◆ EXERCISE:
Once you have checked each line below, report only the number of lines that contain the word "numbered".

◆ INPUT FOR THIS TASK:
-- -- --

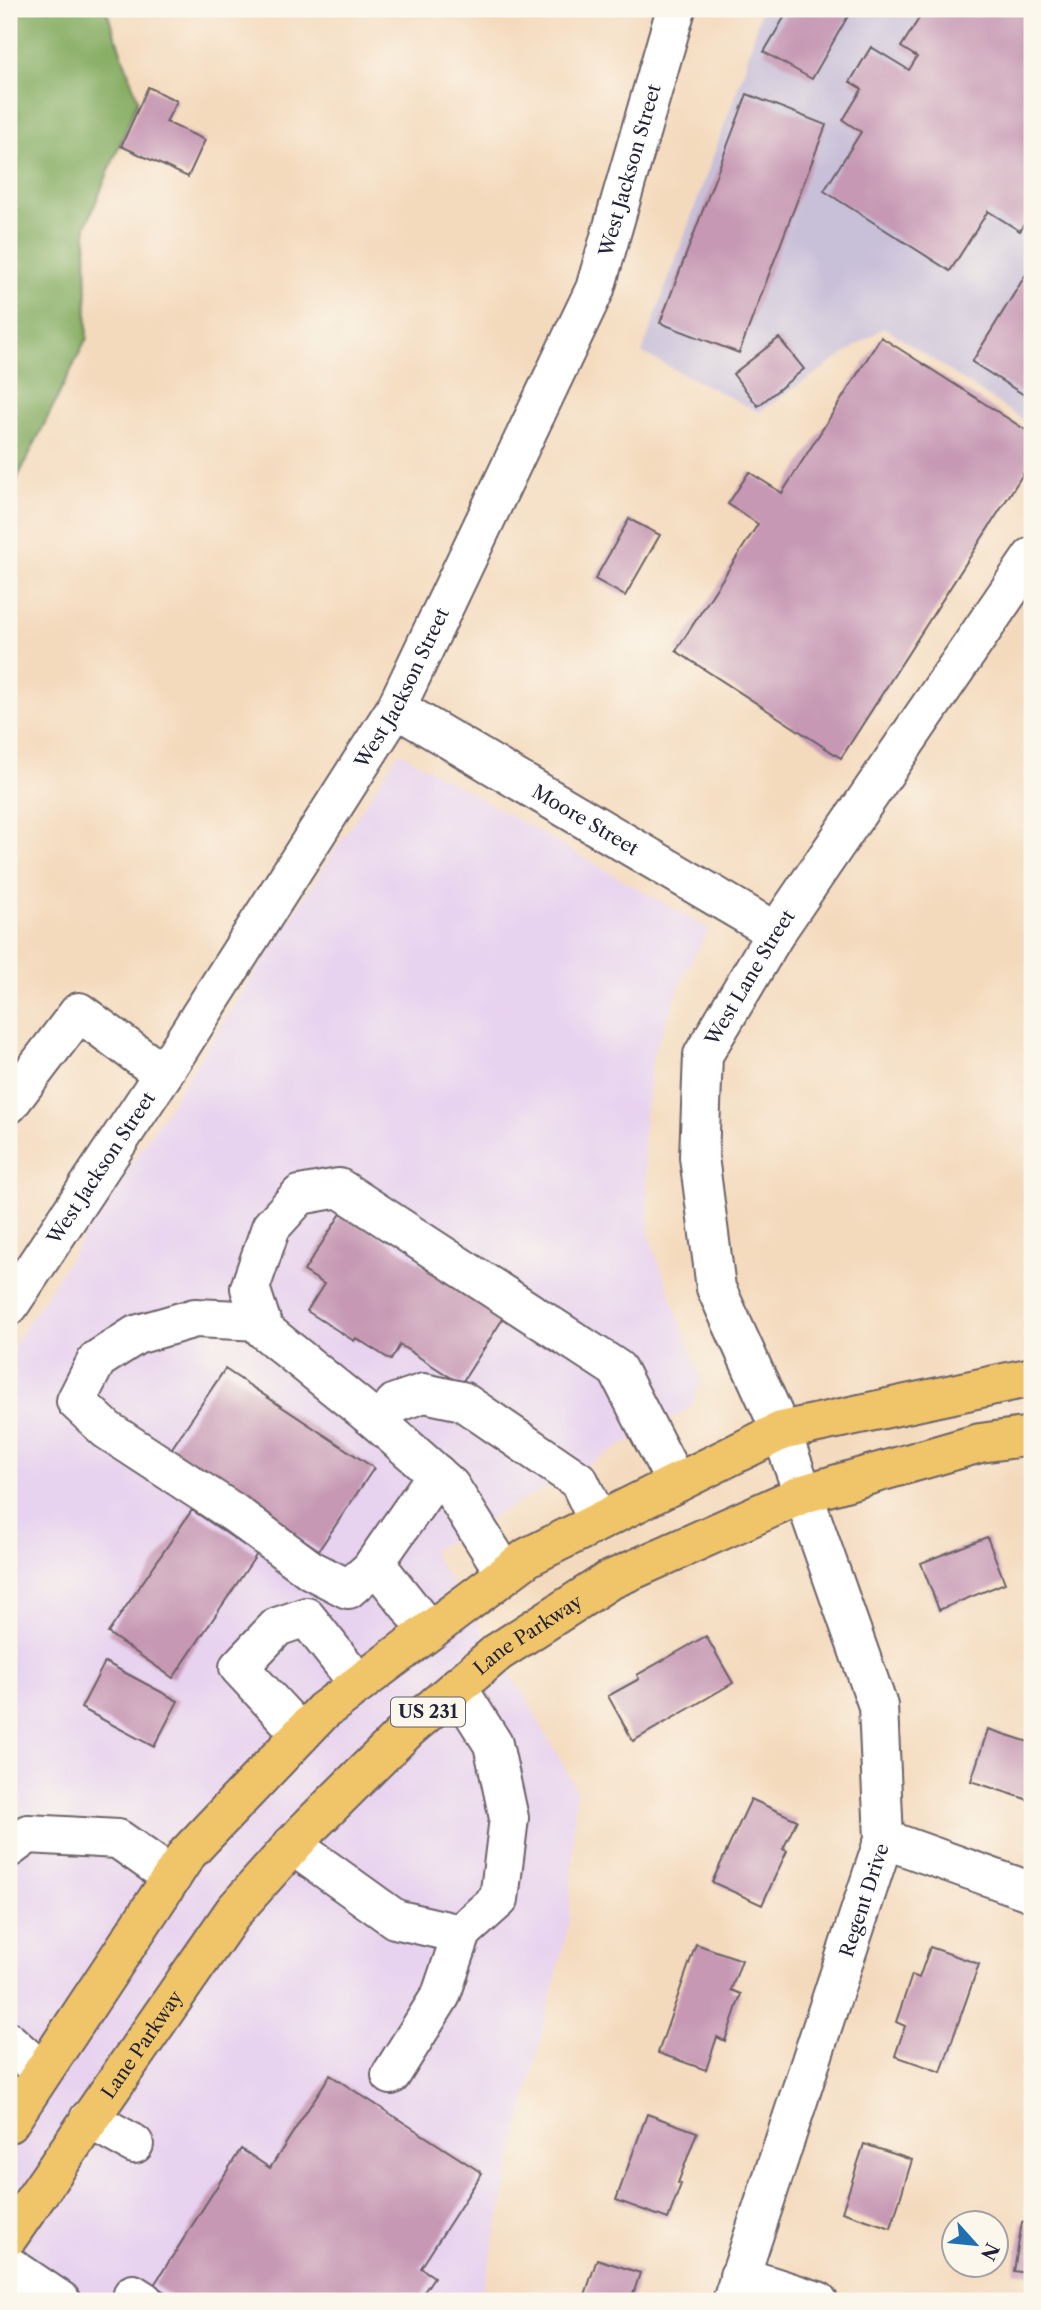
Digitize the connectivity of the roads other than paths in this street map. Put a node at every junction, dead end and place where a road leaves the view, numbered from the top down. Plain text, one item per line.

-- -- --

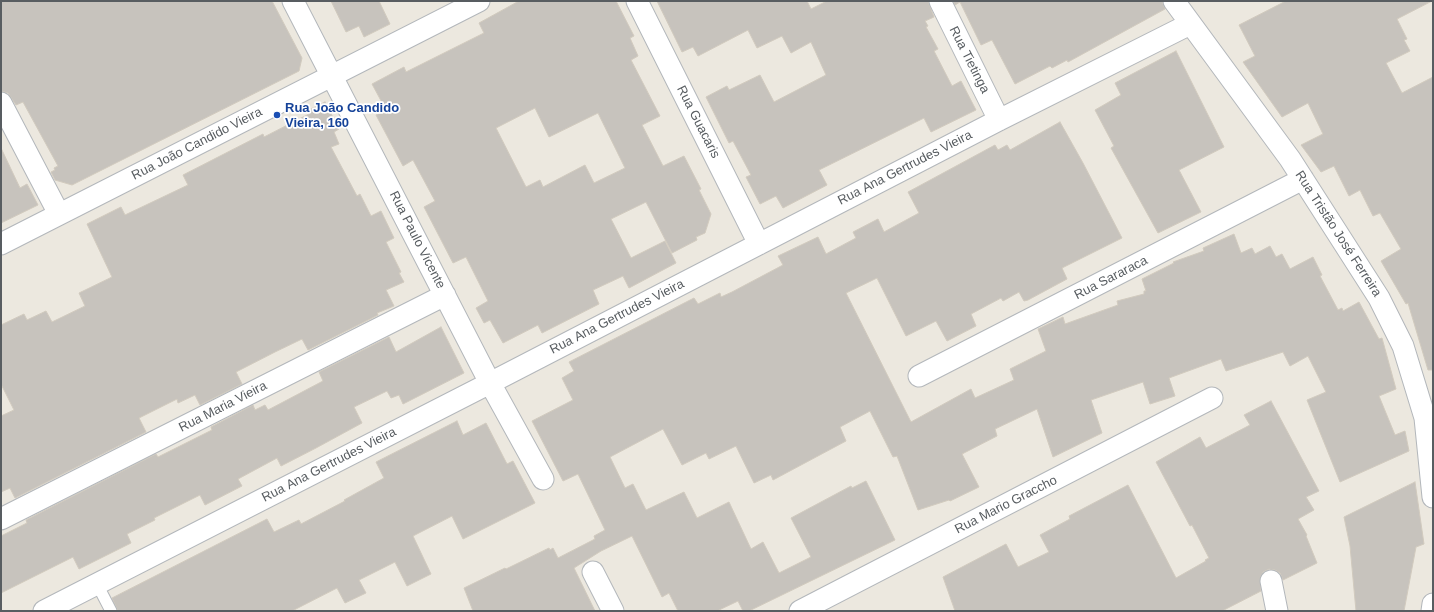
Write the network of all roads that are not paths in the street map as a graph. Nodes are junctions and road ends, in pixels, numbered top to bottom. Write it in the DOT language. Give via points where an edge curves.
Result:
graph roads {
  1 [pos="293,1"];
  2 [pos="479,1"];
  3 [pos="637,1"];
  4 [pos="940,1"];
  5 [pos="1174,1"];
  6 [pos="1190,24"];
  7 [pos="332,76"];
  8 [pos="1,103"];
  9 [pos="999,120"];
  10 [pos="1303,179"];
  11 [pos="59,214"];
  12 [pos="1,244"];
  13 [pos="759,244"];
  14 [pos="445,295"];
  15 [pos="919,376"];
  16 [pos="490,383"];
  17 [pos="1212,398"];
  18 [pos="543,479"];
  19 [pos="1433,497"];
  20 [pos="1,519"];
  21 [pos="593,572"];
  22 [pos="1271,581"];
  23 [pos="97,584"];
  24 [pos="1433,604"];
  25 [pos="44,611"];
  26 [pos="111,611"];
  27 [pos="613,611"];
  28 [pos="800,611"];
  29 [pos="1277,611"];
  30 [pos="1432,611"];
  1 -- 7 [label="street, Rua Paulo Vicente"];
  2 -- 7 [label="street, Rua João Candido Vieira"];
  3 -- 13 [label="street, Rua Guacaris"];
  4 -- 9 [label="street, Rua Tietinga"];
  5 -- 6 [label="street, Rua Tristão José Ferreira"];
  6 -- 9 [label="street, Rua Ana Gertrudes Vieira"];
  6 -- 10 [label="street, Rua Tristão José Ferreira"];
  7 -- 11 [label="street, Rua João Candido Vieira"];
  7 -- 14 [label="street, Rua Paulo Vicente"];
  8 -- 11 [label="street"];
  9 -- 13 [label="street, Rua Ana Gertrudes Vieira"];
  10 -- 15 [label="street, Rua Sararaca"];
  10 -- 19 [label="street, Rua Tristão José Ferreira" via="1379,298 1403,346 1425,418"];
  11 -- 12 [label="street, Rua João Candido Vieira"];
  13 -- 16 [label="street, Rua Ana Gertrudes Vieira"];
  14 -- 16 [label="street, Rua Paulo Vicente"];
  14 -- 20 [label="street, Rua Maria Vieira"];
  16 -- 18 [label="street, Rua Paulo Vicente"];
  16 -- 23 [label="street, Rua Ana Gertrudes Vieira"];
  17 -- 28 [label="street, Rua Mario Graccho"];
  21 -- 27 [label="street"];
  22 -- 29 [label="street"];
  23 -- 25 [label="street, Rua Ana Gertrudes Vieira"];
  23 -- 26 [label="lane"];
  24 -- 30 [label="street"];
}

-- -- --

◆ EXERCISE RESULT:
2